Why this intrusion pattern is so effective
  • SEO poisoning + look-alike domains bypass many technical controls because the user believes they’re downloading a legitimate installer.
  • DLL side-loading can look “normal” at first glance (signed/legit executable loading a malicious DLL), which can delay detection if rules focus only on unknown EXEs.
  • Once domain-level credentials are obtained (NTDS.dit / LSASS / Veeam creds), the rest of the environment often becomes an “operations problem,” not an exploitation problem.
  • Remote admin and tunneling (RustDesk, SSH reverse tunnel, RDP proxying) reduces the actor’s dependence on noisy C2 and helps evade perimeter policies.

Defensive takeaways that map directly to the techniques described
1) Stop trojanized software installs at the source
  • Enforce “official sources only” for admin tooling (bookmarked vendor pages, internal software portal, or package management).
  • Use web/DNS filtering with strong look-alike and newly registered domain protections where possible.
  • For high-risk software (RMM tools, admin consoles, backup tooling), consider application control (WDAC/AppLocker) so only approved installers/paths/publishers can execute.

2) Detect and limit DLL side-loading opportunities
  • Harden common user-writable paths and monitor for unusual DLL loads from non-standard directories.
  • Alert on DLL loads where the parent process is a “known good” app but the loaded DLL is unsigned/untrusted or coming from a download/temp/user directory.
  • If you run Microsoft Defender for Endpoint (or similar EDR), ensure ASR rules are evaluated for your environment (some ASR rules can materially reduce common loader behavior, but need testing to avoid business breakage).

3) Reduce the blast radius of credential theft
  • Treat domain controllers and backup servers as “Tier 0” assets: separate admin accounts, separate admin workstations (PAWs/SAWs), strict inbound management rules.
  • Limit where domain admin credentials can log on; enforce “deny log on locally/through RDP” for privileged accounts on non-Tier-0 systems.
  • Enable and forward Windows security logs that help spot account creation / privilege assignment / group membership changes, and alert on new accounts added to highly privileged groups (Enterprise Admins, Domain Admins).
  • Consider Windows Defender Credential Guard where feasible and ensure LSASS protections are aligned with your OS build and compatibility constraints.

4) Remote access tools: decide what is allowed, then enforce it
  • If RustDesk (or any similar remote tool) is not explicitly sanctioned, block by policy (application control) and alert on service installation patterns for remote tools.
  • If remote tools are allowed, enforce tight configuration (approved relay, logging, MFA where supported) and monitor for unapproved deployments (new services, scheduled tasks, autoruns).

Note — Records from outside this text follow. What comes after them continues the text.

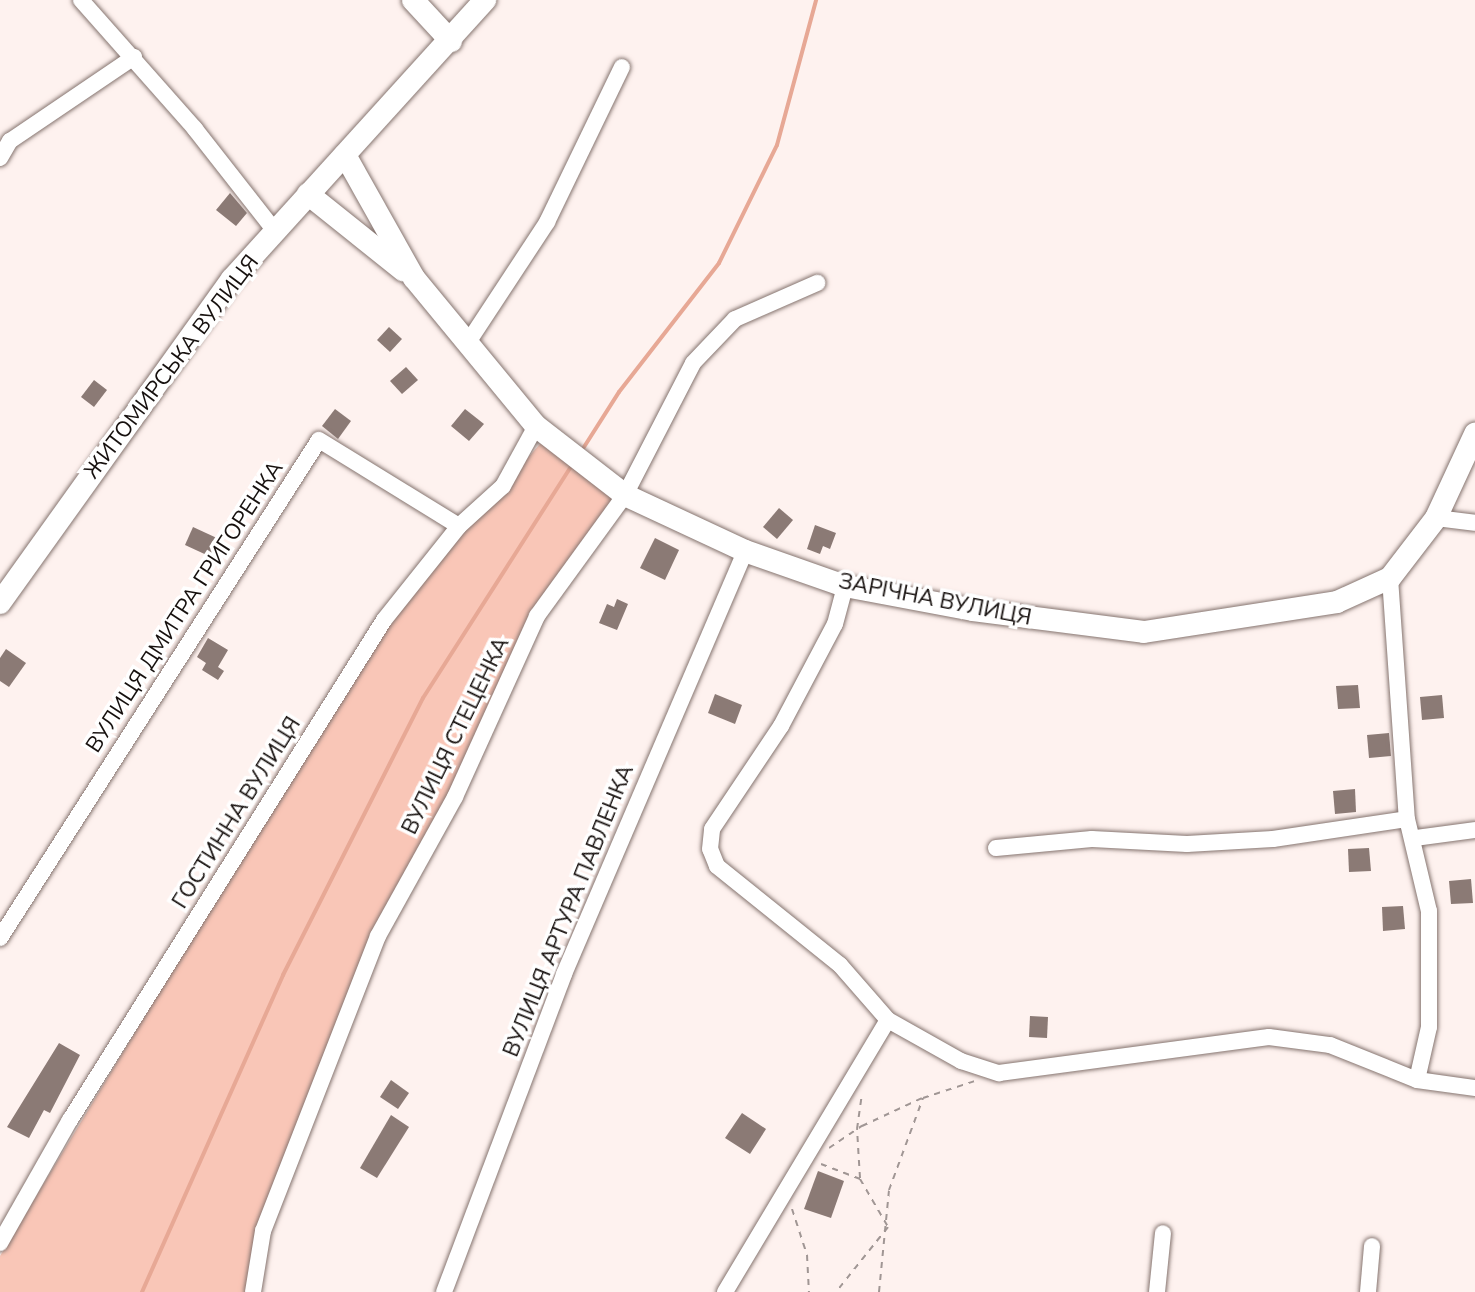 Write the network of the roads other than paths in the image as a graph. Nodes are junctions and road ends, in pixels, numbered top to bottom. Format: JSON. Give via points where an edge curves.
{"nodes":[{"id":1,"x":81,"y":0,"type":"edge"},
{"id":2,"x":413,"y":0,"type":"edge"},
{"id":3,"x":485,"y":0,"type":"edge"},
{"id":4,"x":451,"y":41,"type":"junction"},
{"id":5,"x":134,"y":57,"type":"junction"},
{"id":6,"x":622,"y":67,"type":"dead end"},
{"id":7,"x":5,"y":139,"type":"edge"},
{"id":8,"x":345,"y":155,"type":"junction"},
{"id":9,"x":0,"y":158,"type":"edge"},
{"id":10,"x":308,"y":194,"type":"junction"},
{"id":11,"x":275,"y":231,"type":"junction"},
{"id":12,"x":414,"y":278,"type":"junction"},
{"id":13,"x":817,"y":283,"type":"dead end"},
{"id":14,"x":467,"y":344,"type":"junction"},
{"id":15,"x":536,"y":426,"type":"junction"},
{"id":16,"x":1475,"y":434,"type":"edge"},
{"id":17,"x":625,"y":495,"type":"junction"},
{"id":18,"x":1436,"y":518,"type":"junction"},
{"id":19,"x":1475,"y":523,"type":"edge"},
{"id":20,"x":459,"y":526,"type":"junction"},
{"id":21,"x":745,"y":551,"type":"junction"},
{"id":22,"x":1390,"y":578,"type":"junction"},
{"id":23,"x":845,"y":586,"type":"junction"},
{"id":24,"x":0,"y":603,"type":"edge"},
{"id":25,"x":1407,"y":819,"type":"junction"},
{"id":26,"x":1475,"y":830,"type":"edge"},
{"id":27,"x":1415,"y":838,"type":"junction"},
{"id":28,"x":996,"y":848,"type":"dead end"},
{"id":29,"x":0,"y":938,"type":"edge"},
{"id":30,"x":888,"y":1020,"type":"junction"},
{"id":31,"x":1417,"y":1080,"type":"junction"},
{"id":32,"x":1475,"y":1088,"type":"edge"},
{"id":33,"x":1163,"y":1233,"type":"dead end"},
{"id":34,"x":0,"y":1243,"type":"edge"},
{"id":35,"x":1372,"y":1246,"type":"dead end"},
{"id":36,"x":253,"y":1292,"type":"edge"},
{"id":37,"x":444,"y":1292,"type":"edge"},
{"id":38,"x":725,"y":1292,"type":"edge"},
{"id":39,"x":1157,"y":1292,"type":"edge"},
{"id":40,"x":1368,"y":1292,"type":"edge"}],
"edges":[{"from":1,"to":5,"type":"street"},
{"from":2,"to":4,"type":"street"},
{"from":3,"to":4,"type":"street","name":"ЖИТОМИРСЬКА ВУЛИЦЯ"},
{"from":4,"to":8,"type":"street","name":"ЖИТОМИРСЬКА ВУЛИЦЯ"},
{"from":5,"to":7,"type":"street"},
{"from":5,"to":11,"type":"street"},
{"from":6,"to":14,"type":"street","via":[[547,222]]},
{"from":7,"to":9,"type":"street"},
{"from":8,"to":10,"type":"street","name":"ЖИТОМИРСЬКА ВУЛИЦЯ"},
{"from":8,"to":12,"type":"street","name":"ЗАРІЧНА ВУЛИЦЯ"},
{"from":10,"to":11,"type":"street","name":"ЖИТОМИРСЬКА ВУЛИЦЯ"},
{"from":10,"to":12,"type":"street","name":"ЗАРІЧНА ВУЛИЦЯ"},
{"from":11,"to":24,"type":"street","name":"ЖИТОМИРСЬКА ВУЛИЦЯ","via":[[232,279]]},
{"from":12,"to":14,"type":"street","name":"ЗАРІЧНА ВУЛИЦЯ"},
{"from":13,"to":17,"type":"street","name":"ВУЛИЦЯ СТЕЦЕНКА","via":[[735,319],[693,363]]},
{"from":14,"to":15,"type":"street","name":"ЗАРІЧНА ВУЛИЦЯ"},
{"from":15,"to":17,"type":"street","name":"ЗАРІЧНА ВУЛИЦЯ"},
{"from":15,"to":20,"type":"street","name":"ГОСТИННА ВУЛИЦЯ","via":[[503,486]]},
{"from":16,"to":18,"type":"street","name":"ЗАРІЧНА ВУЛИЦЯ"},
{"from":17,"to":21,"type":"street","name":"ЗАРІЧНА ВУЛИЦЯ"},
{"from":17,"to":36,"type":"street","name":"ВУЛИЦЯ СТЕЦЕНКА","via":[[537,616],[455,797],[378,936],[263,1231]]},
{"from":18,"to":19,"type":"street"},
{"from":18,"to":22,"type":"street","name":"ЗАРІЧНА ВУЛИЦЯ"},
{"from":20,"to":29,"type":"street","name":"ВУЛИЦЯ ДМИТРА ГРИГОРЕНКА","via":[[319,440]]},
{"from":20,"to":34,"type":"street","name":"ГОСТИННА ВУЛИЦЯ","via":[[384,620],[70,1120]]},
{"from":21,"to":23,"type":"street","name":"ЗАРІЧНА ВУЛИЦЯ"},
{"from":21,"to":37,"type":"street","name":"ВУЛИЦЯ АРТУРА ПАВЛЕНКА","via":[[564,974]]},
{"from":22,"to":23,"type":"street","name":"ЗАРІЧНА ВУЛИЦЯ","via":[[1337,602],[1144,632],[973,610]]},
{"from":22,"to":25,"type":"street"},
{"from":23,"to":30,"type":"street","via":[[829,636],[781,726],[712,829],[710,849],[717,866],[840,965]]},
{"from":25,"to":27,"type":"street"},
{"from":25,"to":28,"type":"street","via":[[1273,839],[1187,844],[1092,839]]},
{"from":26,"to":27,"type":"street"},
{"from":27,"to":31,"type":"street","via":[[1429,940],[1429,1027]]},
{"from":30,"to":31,"type":"street","via":[[961,1061],[999,1073],[1269,1037],[1330,1045]]},
{"from":30,"to":38,"type":"street"},
{"from":31,"to":32,"type":"street"},
{"from":33,"to":39,"type":"street"},
{"from":35,"to":40,"type":"street"}]}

5) Make exfiltration and “last-mile” ransomware steps harder
  • Egress controls: restrict outbound SFTP/SSH where not needed, and monitor for unusual data transfer volumes to new external hosts.
  • Backups: keep immutable/offline copies and separate backup admin credentials; assume actors will target Veeam/backup credential stores.
  • Monitor for shadow copy deletion and other high-signal ransomware precursors (Volume Shadow Copy deletion, wbadmin misuse, mass WMI activity, remote execution bursts).

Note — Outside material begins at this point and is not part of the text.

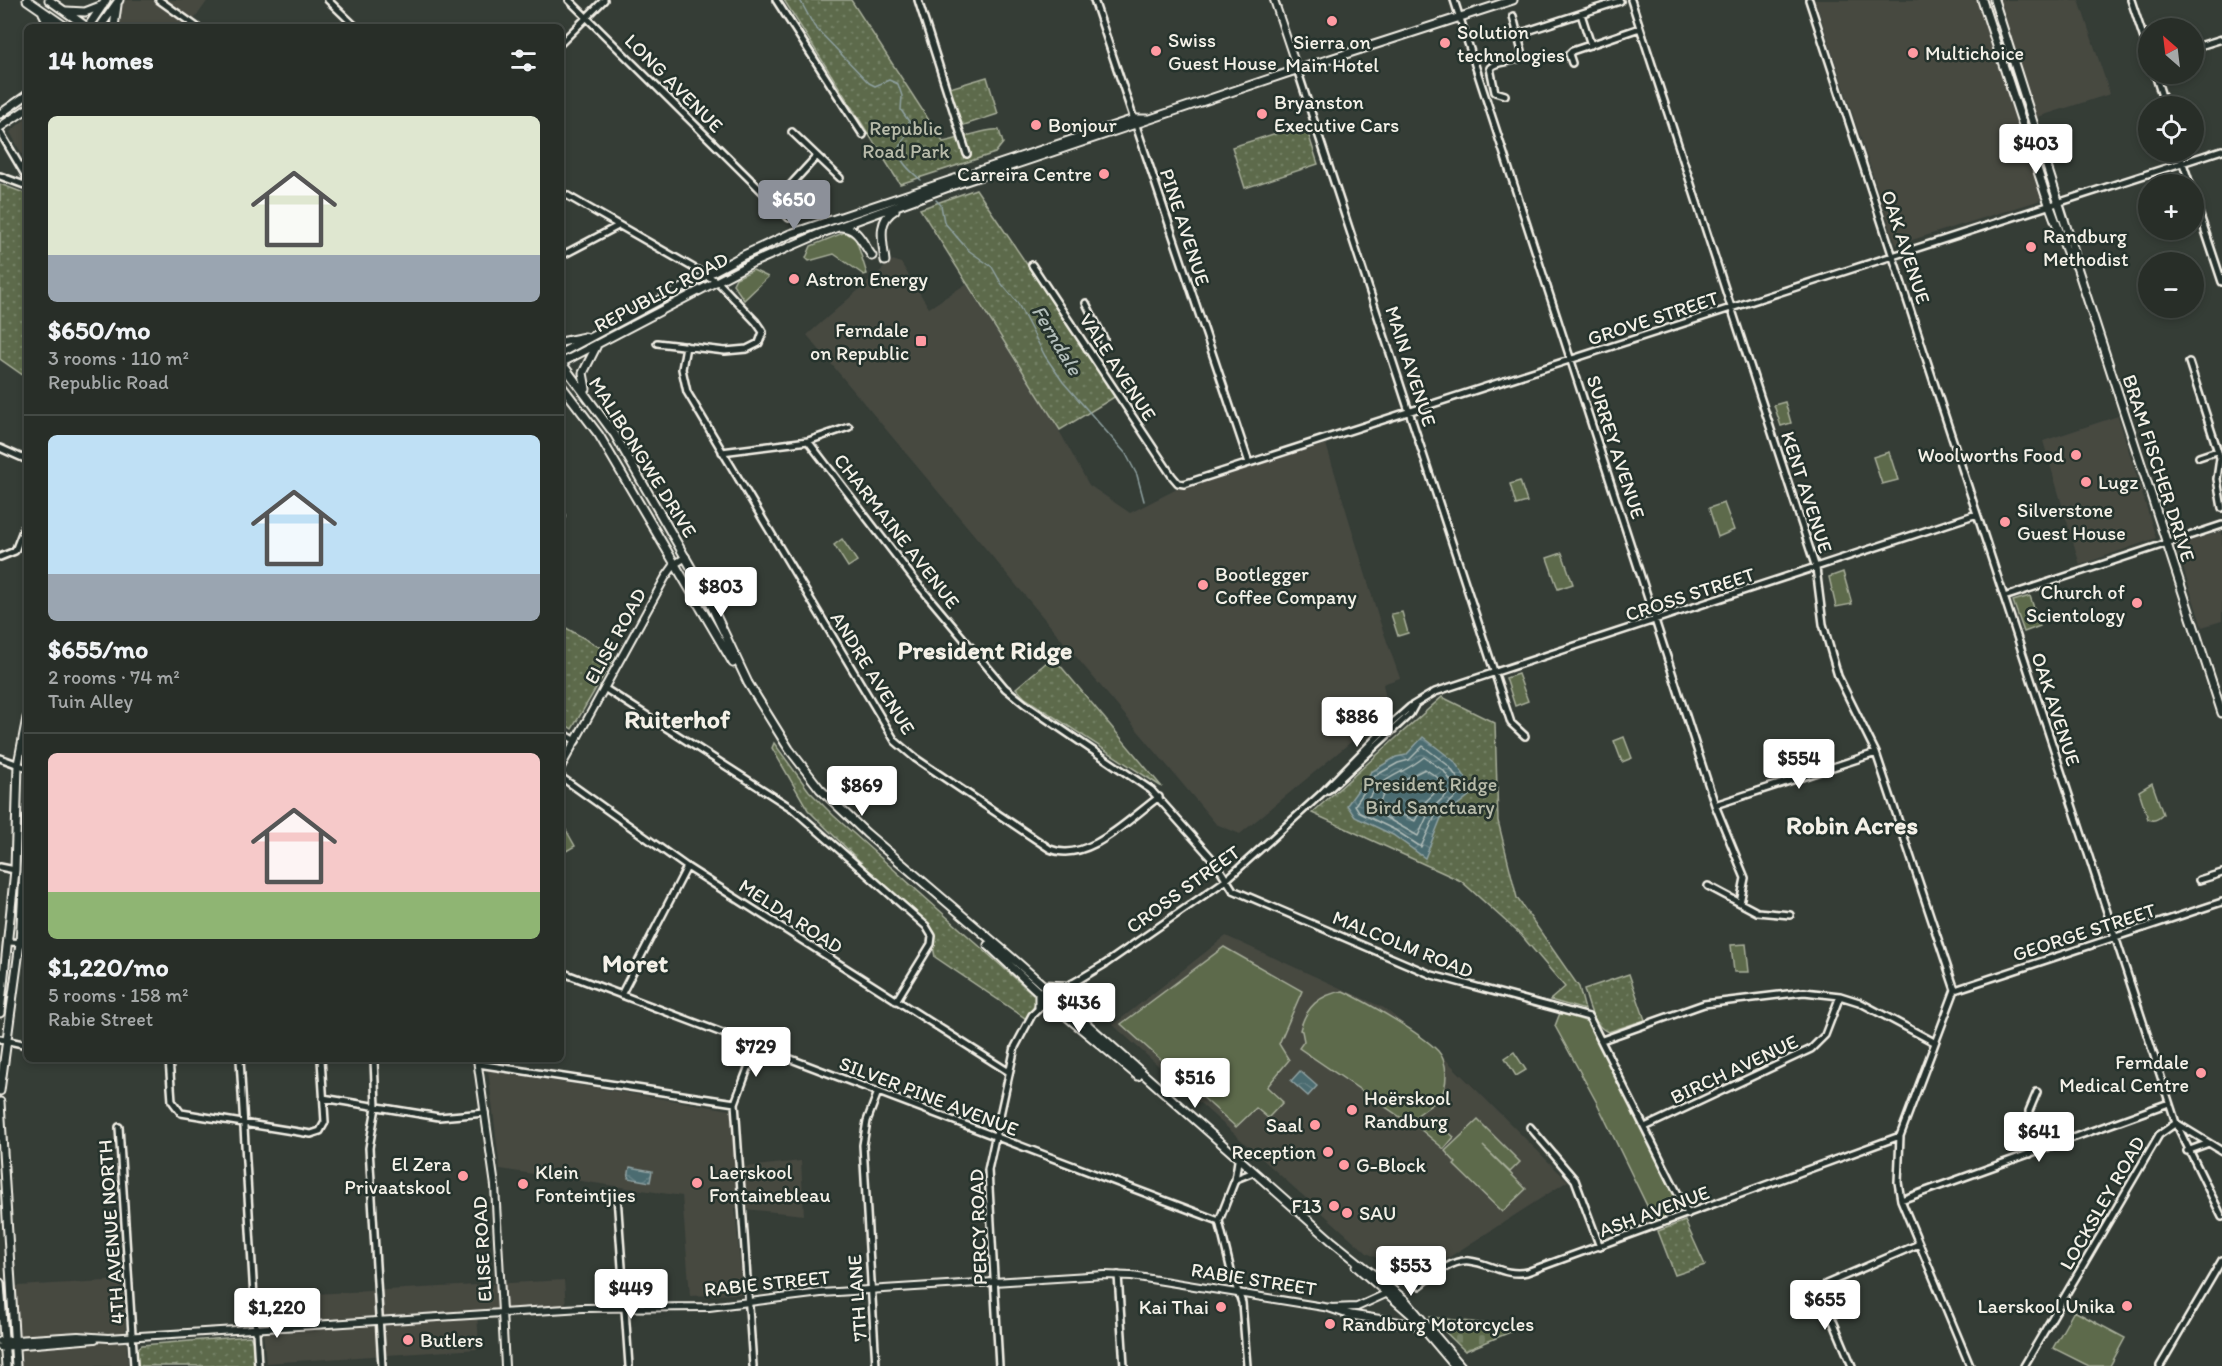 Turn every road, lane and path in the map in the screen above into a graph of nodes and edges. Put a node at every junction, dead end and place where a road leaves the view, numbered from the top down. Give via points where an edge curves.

Operational next step for readers applying this to their own environment
Use the report as a checklist and map each stage (initial access → persistence → privilege escalation → lateral movement → credential access → exfiltration → encryption) to specific detections you already have, then identify the gaps (logging not enabled, alerts not tuned, controls not enforced). That tends to produce the fastest, most actionable improvements without guessing about “one magic product” to prevent it all.